ACS Blog

 

RAID5 is Dead

Jan 22, 2019 | Uncategorized

 

A few weeks ago, I asked if your backup solution was sufficient and David shared a bit about “unrecoverable read errors.”   

There was another piece of the story that I wanted to share, though.

What is RAID5?

Without getting into a lot of technical gobledygook, RAID 5 is a form of disk backup that requires a minimum of three disks and all but one of them must be working for the RAID array to be functional.  

 

How RAID5 Fails

We had this set up at our home for pictures, MP3’s and such and had two drives die almost within days of each other, so you really need to stay on top of the health of the drives. If you don’t, you stand a change of losing your data.

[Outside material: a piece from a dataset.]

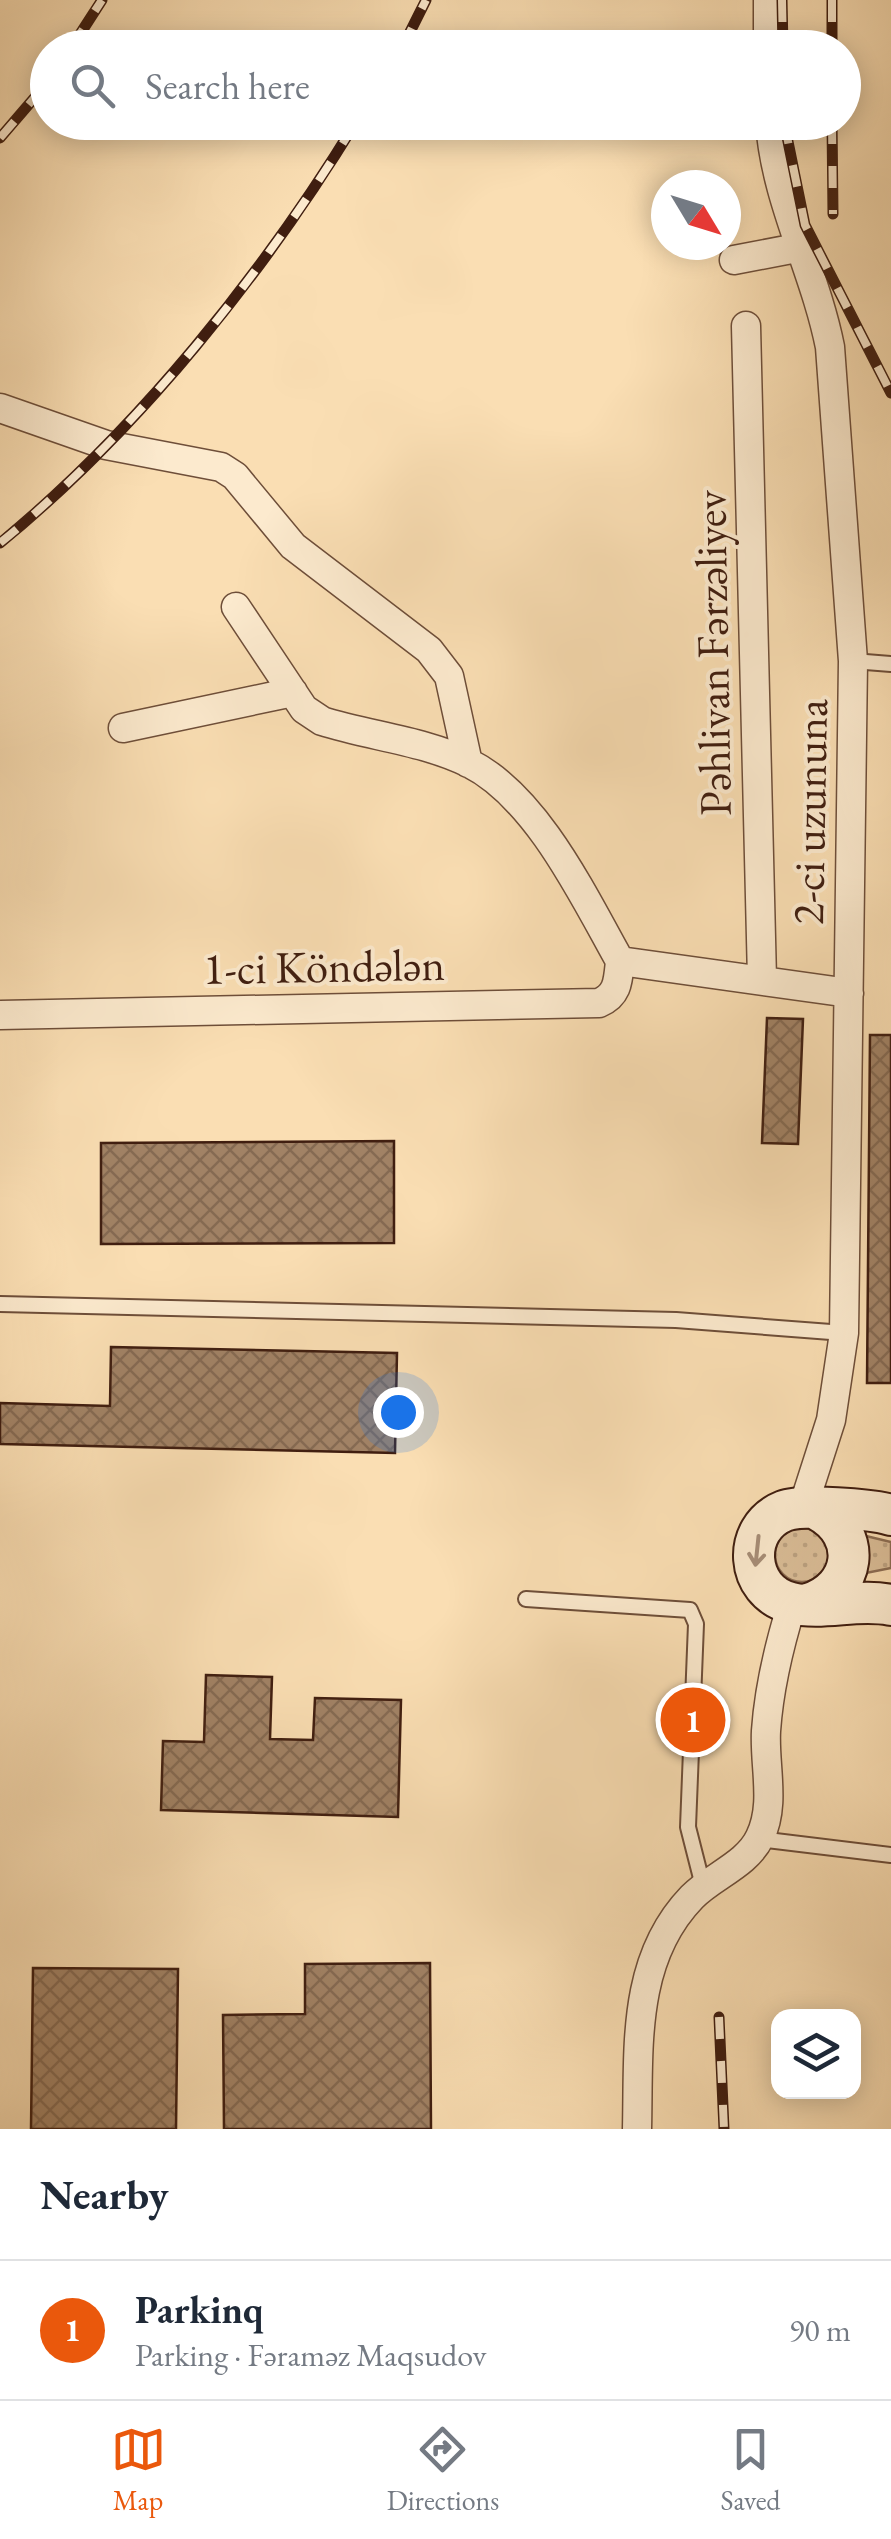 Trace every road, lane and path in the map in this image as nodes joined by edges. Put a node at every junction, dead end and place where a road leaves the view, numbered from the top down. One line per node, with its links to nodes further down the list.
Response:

Here’s how David explained it to me:

…in RAID 5, if you have a disk failure and you replace the drive, it tries to rebuild the new drive by reading the differences between the remaining drives. If one of the remaining “good” drives gets a URE, it will not be able to rebuild the array and effectively crash the entire array and you lose all your data. All because one bit on one drive could not be read.

 

Unrecoverable Read Error, RAID5, and Your Backup

As I mentioned, we have used RAID5 in our NAS at home.  This is where I store all of my homeschool materials, photos, MP3’s and ebook library among other things.   It’s the home equivalent of a file server at the office.   And that’s fine for my personal files.

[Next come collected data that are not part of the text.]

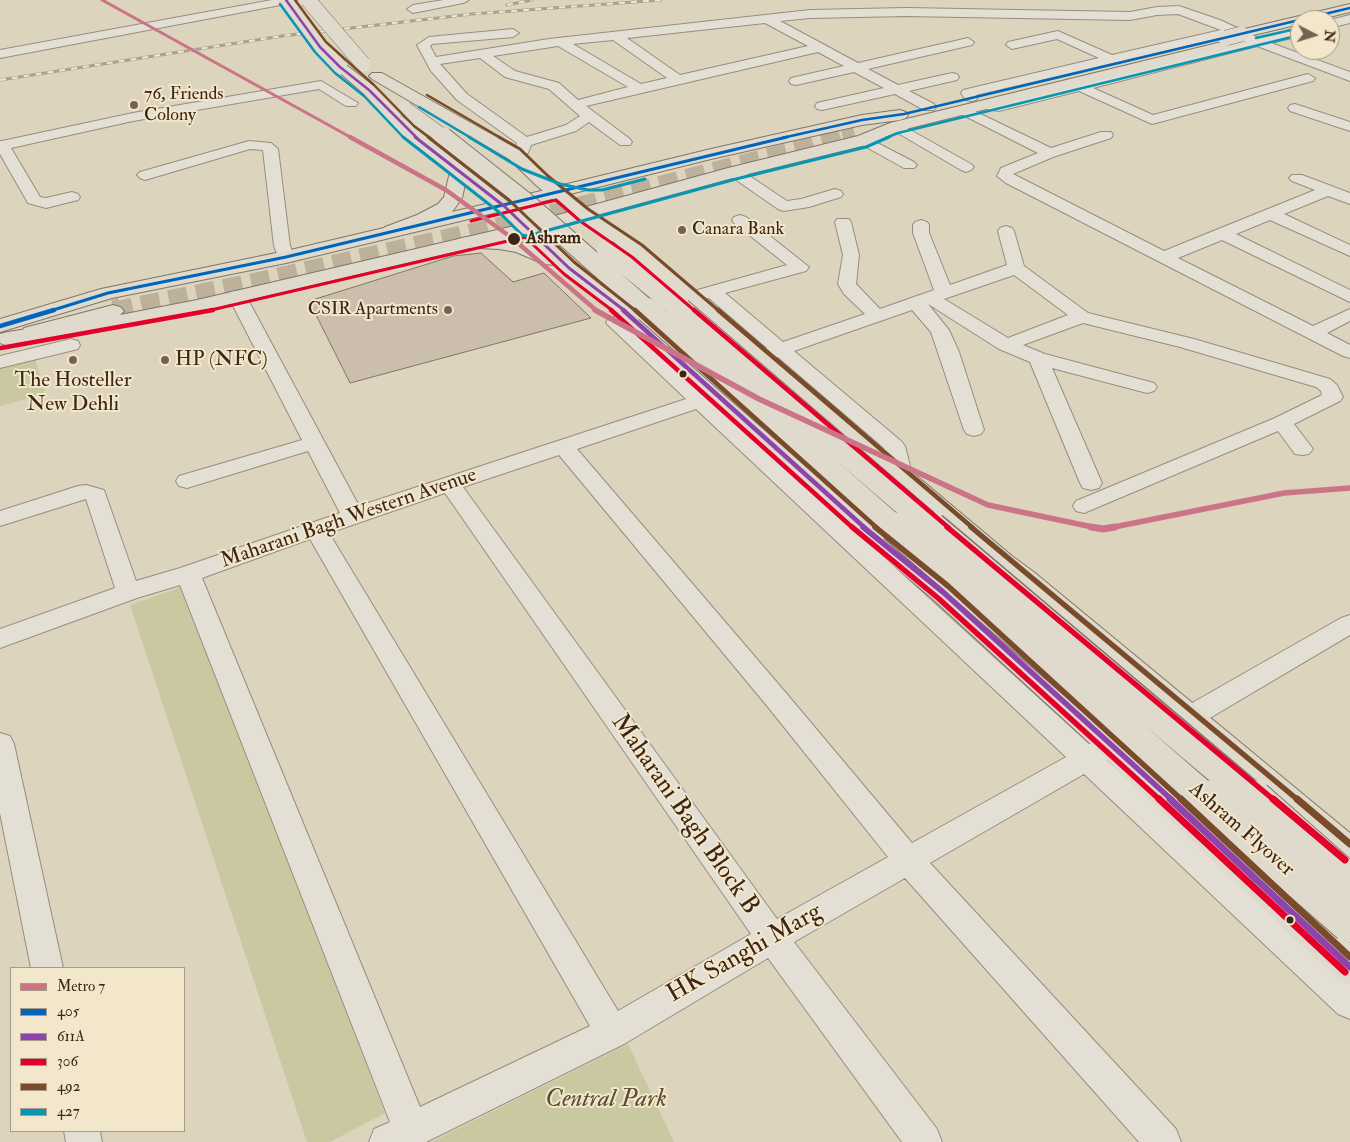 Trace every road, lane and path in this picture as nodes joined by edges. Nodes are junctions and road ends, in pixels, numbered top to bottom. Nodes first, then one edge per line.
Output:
1 (286, 0) edge
2 (291, 0) edge
3 (308, 0) edge
4 (463, 0) edge
5 (252, 3) edge
6 (416, 5) edge
7 (788, 6) dead end
8 (1350, 8) edge
9 (691, 15) dead end
10 (662, 18) dead end
11 (769, 20) junction
12 (584, 27) dead end
13 (1290, 29) edge
14 (1232, 31) junction
15 (527, 32) dead end
16 (1290, 34) edge
17 (614, 35) junction
18 (561, 42) junction
19 (968, 42) dead end
20 (1257, 42) junction
21 (1012, 45) dead end
22 (818, 48) junction
23 (481, 53) junction
24 (0, 54) edge
25 (1110, 59) junction
26 (432, 62) junction
27 (855, 68) junction
28 (952, 77) dead end
29 (1350, 77) edge
30 (1308, 78) dead end
31 (678, 79) junction
32 (796, 81) dead end
33 (373, 83) junction
34 (638, 88) junction
35 (1081, 88) junction
36 (895, 89) junction
37 (980, 102) junction
38 (351, 103) dead end
39 (577, 104) junction
40 (822, 106) dead end
41 (412, 107) junction
42 (929, 107) junction
43 (1295, 108) dead end
44 (589, 116) junction
45 (900, 120) junction
46 (1152, 120) junction
47 (1133, 126) dead end
48 (1350, 127) edge
49 (855, 135) junction
50 (1106, 135) dead end
51 (625, 142) dead end
52 (1, 145) edge
53 (522, 153) junction
54 (1048, 154) junction
55 (909, 165) dead end
56 (966, 167) dead end
57 (459, 171) junction
58 (734, 172) junction
59 (145, 175) dead end
60 (1297, 178) dead end
61 (601, 183) junction
62 (1326, 191) junction
63 (558, 192) junction
64 (835, 194) dead end
65 (72, 197) dead end
66 (641, 198) junction
67 (1350, 199) edge
68 (504, 206) junction
69 (786, 206) junction
70 (584, 214) junction
71 (1270, 214) junction
72 (843, 222) dead end
73 (921, 225) dead end
74 (527, 229) junction
75 (1006, 231) dead end
76 (386, 233) junction
77 (1221, 233) junction
78 (466, 244) junction
79 (638, 251) junction
80 (1350, 251) edge
81 (286, 257) junction
82 (1165, 257) junction
83 (569, 268) junction
84 (1016, 268) junction
85 (684, 291) junction
86 (713, 292) junction
87 (237, 296) junction
88 (930, 298) junction
89 (1350, 298) edge
90 (111, 307) tunnel mouth
91 (616, 314) junction
92 (1350, 314) edge
93 (877, 316) junction
94 (1082, 317) junction
95 (6, 332) edge
96 (1313, 332) junction
97 (71, 345) dead end
98 (1006, 345) junction
99 (1350, 352) edge
100 (771, 353) junction
101 (1038, 358) junction
102 (0, 362) edge
103 (1146, 387) dead end
104 (698, 402) junction
105 (1282, 422) junction
106 (974, 430) dead end
107 (313, 443) junction
108 (564, 447) junction
109 (1302, 449) dead end
110 (187, 481) dead end
111 (1091, 483) dead end
112 (450, 484) junction
113 (1084, 506) dead end
114 (352, 516) junction
115 (0, 520) edge
116 (315, 529) junction
117 (188, 574) junction
118 (128, 592) junction
119 (1350, 624) edge
120 (0, 639) edge
121 (1188, 718) junction
122 (0, 744) edge
123 (1091, 756) junction
124 (1342, 848) edge
125 (908, 860) junction
126 (1350, 884) edge
127 (1263, 886) junction
128 (1350, 924) edge
129 (772, 938) junction
130 (47, 967) edge
131 (1350, 967) edge
132 (1350, 1003) edge
133 (612, 1032) junction
134 (399, 1136) edge
135 (924, 1142) edge
136 (1163, 1142) edge

1 - 33 main road, bridge
2 - 5 street
3 - 33 main road, bridge
4 - 6 street
5 - 24 street
7 - 9 street
8 - 37 main road, bridge
10 - 12 street
11 - 14 street
11 - 17 street
11 - 22 street
13 - 37 main road
14 - 20 street
14 - 25 street
15 - 26 street
16 - 20 street
17 - 18 street
17 - 31 street
18 - 23 street
18 - 34 street
19 - 27 street
20 - 29 street
20 - 35 street
21 - 25 street
22 - 27 street
22 - 31 street
23 - 26 street
23 - 39 street
25 - 37 street
26 - 53 street
27 - 32 street
27 - 36 street
28 - 36 street
30 - 46 street
31 - 34 street
33 - 41 main road
33 - 53 main road
33 - 57 main road
34 - 39 street
35 - 37 street
35 - 46 street
36 - 40 street
36 - 42 street
37 - 42 main road
37 - 45 main road
37 - 54 street
38 - 52 street
39 - 44 street
41 - 126 main road, Ashram Flyover, bridge
41 - 128 main road, Ashram Flyover, bridge
42 - 45 main road
43 - 48 street
44 - 51 street
44 - 53 street
45 - 49 main road
45 - 56 street
45 - 61 main road
46 - 47 street
49 - 55 street
49 - 58 main road
50 - 54 street
52 - 65 street
53 - 57 main road
53 - 61 main road
53 - 63 main road
54 - 82 street
57 - 68 main road
57 - 76 main road
58 - 66 main road
58 - 69 street
59 - 81 street
60 - 62 street
61 - 63 main road
62 - 67 street
62 - 71 street
63 - 68 main road
63 - 70 main road
64 - 69 street
66 - 70 main road
66 - 79 main road
68 - 74 main road
68 - 76 main road
69 - 86 street
70 - 74 main road
70 - 79 main road
71 - 77 street
71 - 80 street
72 - 93 street
73 - 88 street
74 - 78 main road
74 - 83 main road
75 - 84 street
76 - 81 main road
77 - 82 street
77 - 89 street
78 - 83 main road
78 - 87 main road
79 - 83 main road
79 - 85 main road
81 - 95 main road
82 - 96 street
83 - 91 main road
84 - 88 street
84 - 94 street
85 - 86 street
85 - 91 main road
85 - 100 main road
86 - 100 street
87 - 95 main road
87 - 107 street
88 - 93 street
88 - 98 street
88 - 106 street
90 - 95 main road
91 - 104 street
91 - 127 main road
92 - 96 street
93 - 100 street
94 - 98 street
94 - 105 street
96 - 99 street
97 - 102 street
98 - 101 street
100 - 121 main road
101 - 103 street
101 - 111 street
104 - 108 street, Maharani Bagh Western Avenue
104 - 123 street
105 - 109 street
105 - 113 street
107 - 110 street
107 - 114 street
108 - 112 street, Maharani Bagh Western Avenue
108 - 125 street
112 - 114 street, Maharani Bagh Western Avenue
112 - 129 street, Maharani Bagh Block B
114 - 116 street, Maharani Bagh Western Avenue
115 - 118 street
116 - 117 street, Maharani Bagh Western Avenue
116 - 133 street
117 - 118 street, Maharani Bagh Western Avenue
117 - 134 street
118 - 120 street, Maharani Bagh Western Avenue
119 - 121 street
121 - 124 main road
122 - 130 street
123 - 125 street, HK Sanghi Marg
123 - 132 street
124 - 127 main road
125 - 129 street, HK Sanghi Marg
125 - 136 street
127 - 131 main road
129 - 133 street, HK Sanghi Marg
129 - 135 street, Maharani Bagh Block B
133 - 134 street, HK Sanghi Marg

If the drive is a data drive and the one bit that cannot be read is in a Word document or other small file, it’s probably not the end of the world, you’ll lose some valuable data, but not everything.

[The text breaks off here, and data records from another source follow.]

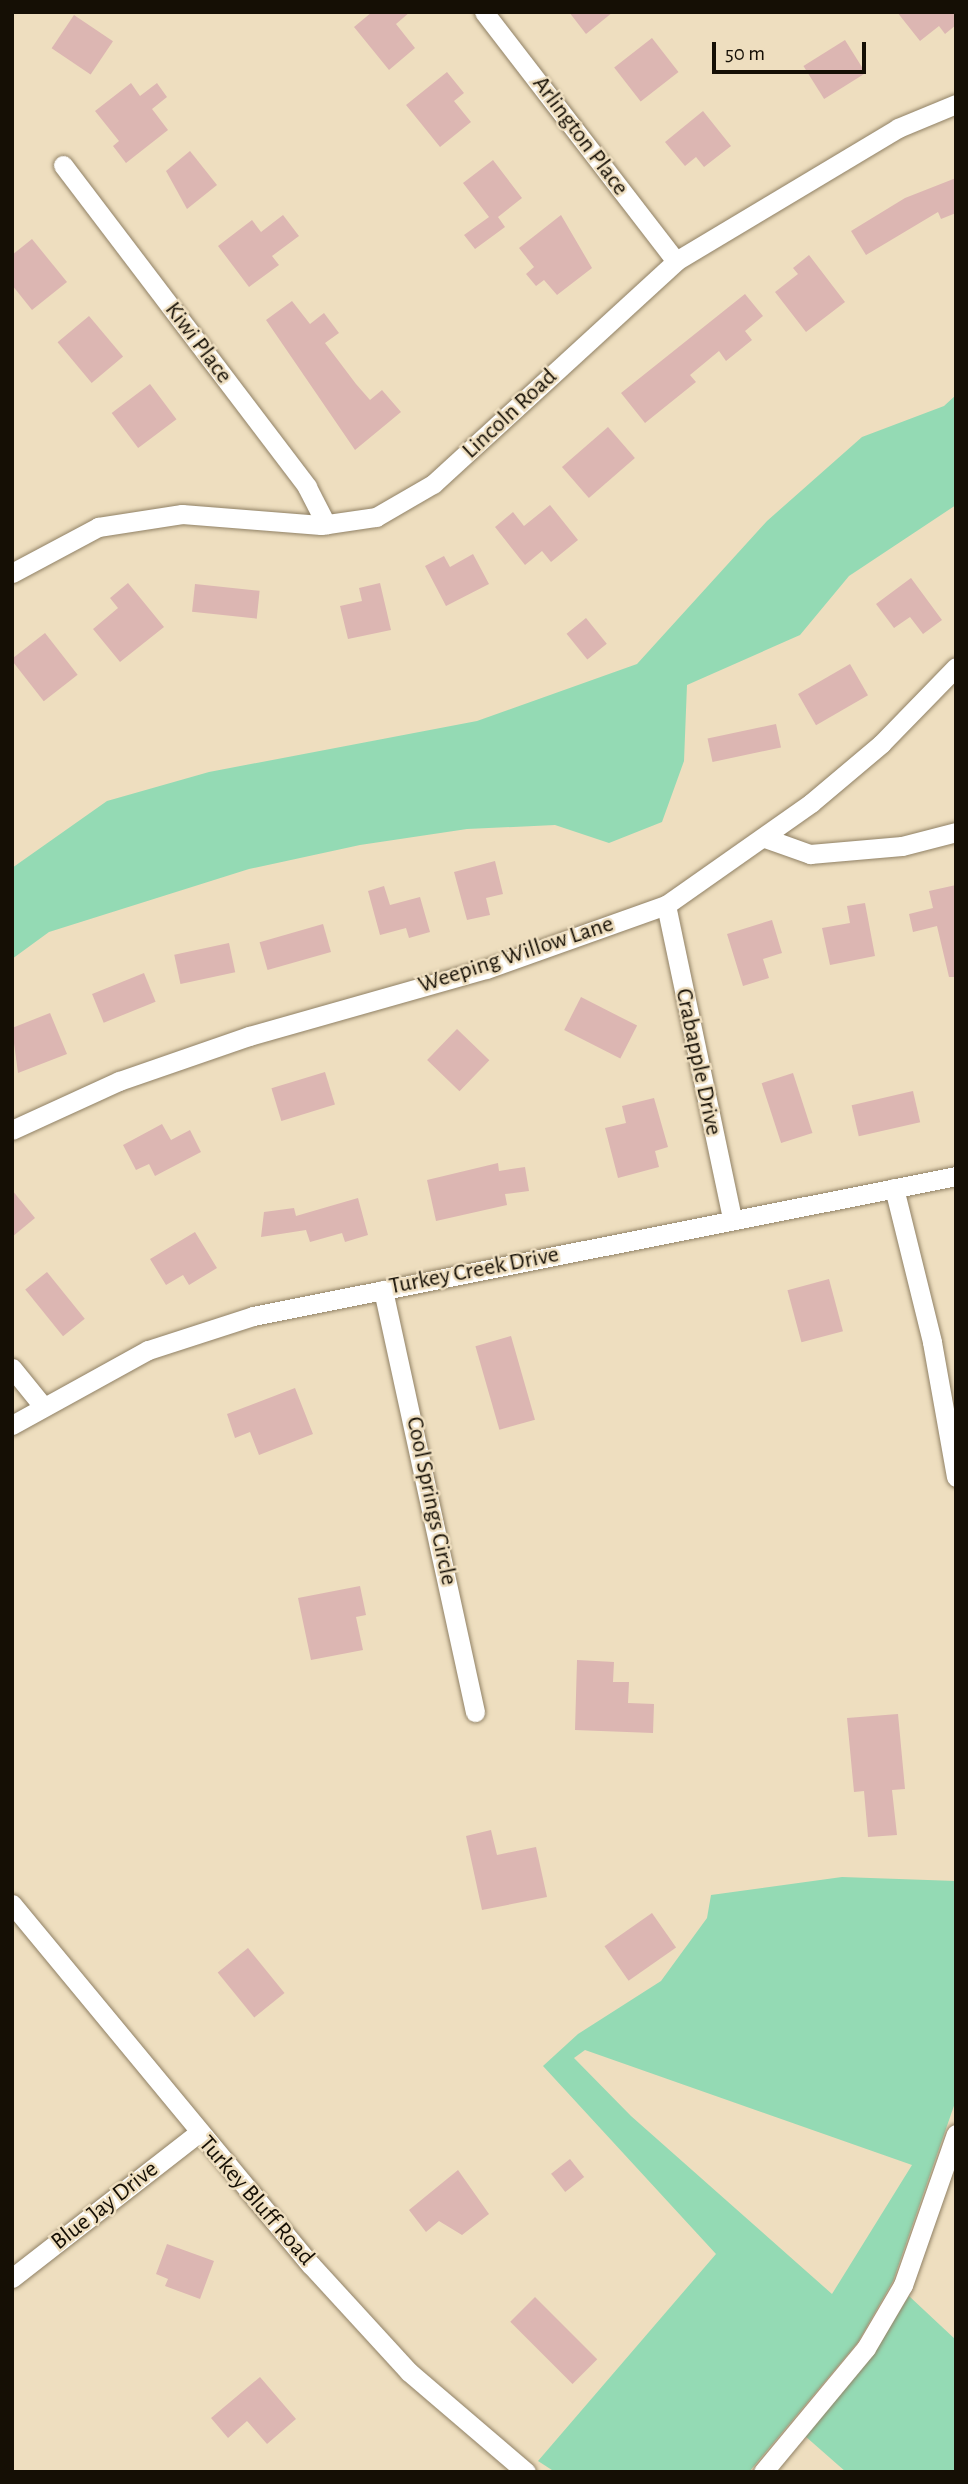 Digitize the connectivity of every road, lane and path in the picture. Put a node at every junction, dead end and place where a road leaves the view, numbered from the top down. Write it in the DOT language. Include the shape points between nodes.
graph roads {
  1 [pos="484,12"];
  2 [pos="956,104"];
  3 [pos="63,165"];
  4 [pos="676,261"];
  5 [pos="326,524"];
  6 [pos="12,573"];
  7 [pos="956,667"];
  8 [pos="956,832"];
  9 [pos="765,838"];
  10 [pos="666,905"];
  11 [pos="12,1130"];
  12 [pos="956,1176"];
  13 [pos="894,1188"];
  14 [pos="732,1219"];
  15 [pos="383,1290"];
  16 [pos="12,1368"];
  17 [pos="42,1405"];
  18 [pos="12,1425"];
  19 [pos="956,1477"];
  20 [pos="475,1712"];
  21 [pos="12,1904"];
  22 [pos="197,2134"];
  23 [pos="956,2134"];
  24 [pos="12,2278"];
  25 [pos="526,2472"];
  26 [pos="763,2472"];
  1 -- 4 [label="street, Arlington Place"];
  2 -- 4 [label="street, Lincoln Road" via="898,128"];
  3 -- 5 [label="street, Kiwi Place" via="307,487"];
  4 -- 5 [label="street, Lincoln Road" via="433,484 376,517"];
  5 -- 6 [label="street, Lincoln Road" via="182,514 99,527"];
  7 -- 9 [label="street, Weeping Willow Lane" via="881,744"];
  8 -- 9 [label="street" via="902,846 810,854"];
  9 -- 10 [label="street, Weeping Willow Lane"];
  10 -- 11 [label="street, Weeping Willow Lane" via="486,969 236,1040 119,1081"];
  10 -- 14 [label="street, Crabapple Drive"];
  12 -- 13 [label="street, Turkey Creek Drive"];
  13 -- 14 [label="street, Turkey Creek Drive"];
  13 -- 19 [label="street" via="932,1342"];
  14 -- 15 [label="street, Turkey Creek Drive"];
  15 -- 17 [label="street, Turkey Creek Drive" via="253,1316 148,1350"];
  15 -- 20 [label="street, Cool Springs Circle"];
  16 -- 17 [label="street"];
  17 -- 18 [label="street, Turkey Creek Drive"];
  21 -- 22 [label="street, Turkey Bluff Road"];
  22 -- 24 [label="street, Blue Jay Drive"];
  22 -- 25 [label="street, Turkey Bluff Road" via="409,2372"];
  23 -- 26 [label="street" via="903,2285 866,2348"];
}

If you use RAID5 in your backup, you could be setting up your data to fall victim to the perfect storm.   If the one bit that cannot be read is a drive that holds backups, it’s a much bigger deal.   Backup files are typically large files that contain lots of data. If it cannot read even a portion of the backup file, then the whole thing is lost. It could be devastating if you need to restore data and that’s your only backup.

 

So what?

So what does this mean for you?   Well, I would take the opportunity to review your server and backup processes, especially if you are using RAID5 or you have no idea what you are using.   Don’t wait until a hard drive crashes leaving you in the lurch.   Take some time and make sure you are good to go!